How to complete this task: Find how many lines of the records hold the string "Autopista" and reply with only that total.

START Information given

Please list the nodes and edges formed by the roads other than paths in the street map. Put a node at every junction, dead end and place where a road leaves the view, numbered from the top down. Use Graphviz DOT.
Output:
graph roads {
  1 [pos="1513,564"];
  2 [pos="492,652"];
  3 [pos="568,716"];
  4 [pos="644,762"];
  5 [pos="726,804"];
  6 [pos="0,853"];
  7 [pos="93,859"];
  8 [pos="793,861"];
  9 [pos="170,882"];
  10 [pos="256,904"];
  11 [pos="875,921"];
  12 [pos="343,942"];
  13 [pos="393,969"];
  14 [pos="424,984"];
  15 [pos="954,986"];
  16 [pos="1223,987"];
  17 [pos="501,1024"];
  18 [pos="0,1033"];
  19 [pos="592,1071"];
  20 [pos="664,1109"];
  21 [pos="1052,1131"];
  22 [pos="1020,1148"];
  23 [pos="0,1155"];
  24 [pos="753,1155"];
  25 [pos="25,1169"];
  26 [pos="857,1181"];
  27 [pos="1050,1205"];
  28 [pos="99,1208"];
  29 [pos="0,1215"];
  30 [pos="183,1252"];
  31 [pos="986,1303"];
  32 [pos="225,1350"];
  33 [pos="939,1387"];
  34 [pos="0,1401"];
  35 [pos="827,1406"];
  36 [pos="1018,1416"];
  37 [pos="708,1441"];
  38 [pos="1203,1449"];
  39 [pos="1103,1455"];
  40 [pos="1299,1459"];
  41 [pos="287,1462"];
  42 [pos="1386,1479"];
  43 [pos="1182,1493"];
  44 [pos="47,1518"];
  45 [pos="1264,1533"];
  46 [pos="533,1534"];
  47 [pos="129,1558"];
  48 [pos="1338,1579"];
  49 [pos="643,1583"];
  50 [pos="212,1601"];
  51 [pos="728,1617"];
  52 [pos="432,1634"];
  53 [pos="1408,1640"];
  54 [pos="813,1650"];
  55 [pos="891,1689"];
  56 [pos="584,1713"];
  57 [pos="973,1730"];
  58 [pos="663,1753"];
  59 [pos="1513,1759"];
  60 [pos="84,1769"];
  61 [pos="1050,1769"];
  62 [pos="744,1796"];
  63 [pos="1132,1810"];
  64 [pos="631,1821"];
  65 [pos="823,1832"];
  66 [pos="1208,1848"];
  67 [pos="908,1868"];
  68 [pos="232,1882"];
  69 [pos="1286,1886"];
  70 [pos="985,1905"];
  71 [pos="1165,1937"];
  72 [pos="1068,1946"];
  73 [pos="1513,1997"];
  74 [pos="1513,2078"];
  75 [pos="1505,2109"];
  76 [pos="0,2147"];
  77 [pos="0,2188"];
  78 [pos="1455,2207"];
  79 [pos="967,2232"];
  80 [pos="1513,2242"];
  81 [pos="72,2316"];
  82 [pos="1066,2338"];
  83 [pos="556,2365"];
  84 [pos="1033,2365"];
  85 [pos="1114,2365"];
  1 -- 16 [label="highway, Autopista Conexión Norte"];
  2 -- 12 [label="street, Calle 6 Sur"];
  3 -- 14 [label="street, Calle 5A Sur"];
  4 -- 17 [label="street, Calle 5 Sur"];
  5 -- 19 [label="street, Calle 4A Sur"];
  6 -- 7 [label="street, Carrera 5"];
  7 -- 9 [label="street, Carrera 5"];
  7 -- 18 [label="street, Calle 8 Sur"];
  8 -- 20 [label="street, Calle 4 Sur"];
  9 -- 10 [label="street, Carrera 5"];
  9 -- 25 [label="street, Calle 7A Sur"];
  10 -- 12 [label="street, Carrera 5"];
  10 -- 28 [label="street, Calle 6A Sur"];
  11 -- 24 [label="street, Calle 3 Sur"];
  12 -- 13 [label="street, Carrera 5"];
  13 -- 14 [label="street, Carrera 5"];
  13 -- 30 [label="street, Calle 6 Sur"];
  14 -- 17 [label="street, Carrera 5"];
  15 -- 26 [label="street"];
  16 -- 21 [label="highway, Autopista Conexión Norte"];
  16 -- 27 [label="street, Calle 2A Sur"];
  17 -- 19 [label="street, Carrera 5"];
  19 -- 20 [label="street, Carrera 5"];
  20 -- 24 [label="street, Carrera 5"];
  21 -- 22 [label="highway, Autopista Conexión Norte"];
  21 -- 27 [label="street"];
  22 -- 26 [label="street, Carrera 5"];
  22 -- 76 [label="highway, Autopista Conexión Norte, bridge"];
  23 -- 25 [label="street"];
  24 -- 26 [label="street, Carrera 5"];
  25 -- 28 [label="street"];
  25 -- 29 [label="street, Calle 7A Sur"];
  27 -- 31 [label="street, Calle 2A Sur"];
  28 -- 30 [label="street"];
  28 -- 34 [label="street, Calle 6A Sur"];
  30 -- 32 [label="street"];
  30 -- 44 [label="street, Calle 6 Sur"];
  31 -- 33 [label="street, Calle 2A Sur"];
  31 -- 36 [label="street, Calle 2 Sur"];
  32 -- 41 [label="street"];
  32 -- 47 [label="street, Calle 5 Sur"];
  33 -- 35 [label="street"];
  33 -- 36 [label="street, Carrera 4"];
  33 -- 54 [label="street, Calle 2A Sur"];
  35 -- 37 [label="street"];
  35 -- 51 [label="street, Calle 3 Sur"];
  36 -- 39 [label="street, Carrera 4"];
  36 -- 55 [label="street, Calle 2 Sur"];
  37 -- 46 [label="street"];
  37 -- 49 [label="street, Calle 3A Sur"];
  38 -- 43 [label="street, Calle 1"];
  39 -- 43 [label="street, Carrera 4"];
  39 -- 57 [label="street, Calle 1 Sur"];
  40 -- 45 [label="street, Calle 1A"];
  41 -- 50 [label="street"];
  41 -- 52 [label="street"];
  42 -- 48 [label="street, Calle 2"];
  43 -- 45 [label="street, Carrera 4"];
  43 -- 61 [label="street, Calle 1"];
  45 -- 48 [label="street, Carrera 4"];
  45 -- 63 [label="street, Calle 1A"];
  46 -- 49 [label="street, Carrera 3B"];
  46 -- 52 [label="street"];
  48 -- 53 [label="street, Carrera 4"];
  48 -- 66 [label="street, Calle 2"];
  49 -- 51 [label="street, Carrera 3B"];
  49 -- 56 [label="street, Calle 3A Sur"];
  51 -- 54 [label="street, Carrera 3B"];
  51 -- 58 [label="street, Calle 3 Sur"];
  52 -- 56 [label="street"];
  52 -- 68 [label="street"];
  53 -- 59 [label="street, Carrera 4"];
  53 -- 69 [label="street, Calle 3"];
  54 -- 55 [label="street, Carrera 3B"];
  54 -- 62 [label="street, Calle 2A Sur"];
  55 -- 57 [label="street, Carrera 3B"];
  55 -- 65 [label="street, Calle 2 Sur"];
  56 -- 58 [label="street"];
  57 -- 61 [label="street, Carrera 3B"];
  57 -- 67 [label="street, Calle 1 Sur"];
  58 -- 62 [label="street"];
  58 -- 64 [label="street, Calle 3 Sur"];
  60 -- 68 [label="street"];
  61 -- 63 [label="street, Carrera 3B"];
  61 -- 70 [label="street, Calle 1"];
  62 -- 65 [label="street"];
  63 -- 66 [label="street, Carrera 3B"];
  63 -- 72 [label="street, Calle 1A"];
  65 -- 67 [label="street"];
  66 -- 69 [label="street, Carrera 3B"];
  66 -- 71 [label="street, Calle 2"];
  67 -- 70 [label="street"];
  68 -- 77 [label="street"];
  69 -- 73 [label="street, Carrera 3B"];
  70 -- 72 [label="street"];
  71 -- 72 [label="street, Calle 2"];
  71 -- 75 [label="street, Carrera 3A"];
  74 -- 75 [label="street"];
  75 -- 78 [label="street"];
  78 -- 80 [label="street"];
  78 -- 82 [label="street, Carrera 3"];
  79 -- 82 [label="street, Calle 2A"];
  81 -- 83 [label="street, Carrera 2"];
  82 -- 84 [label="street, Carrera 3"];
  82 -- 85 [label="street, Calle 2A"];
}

END Information given

Written response: 4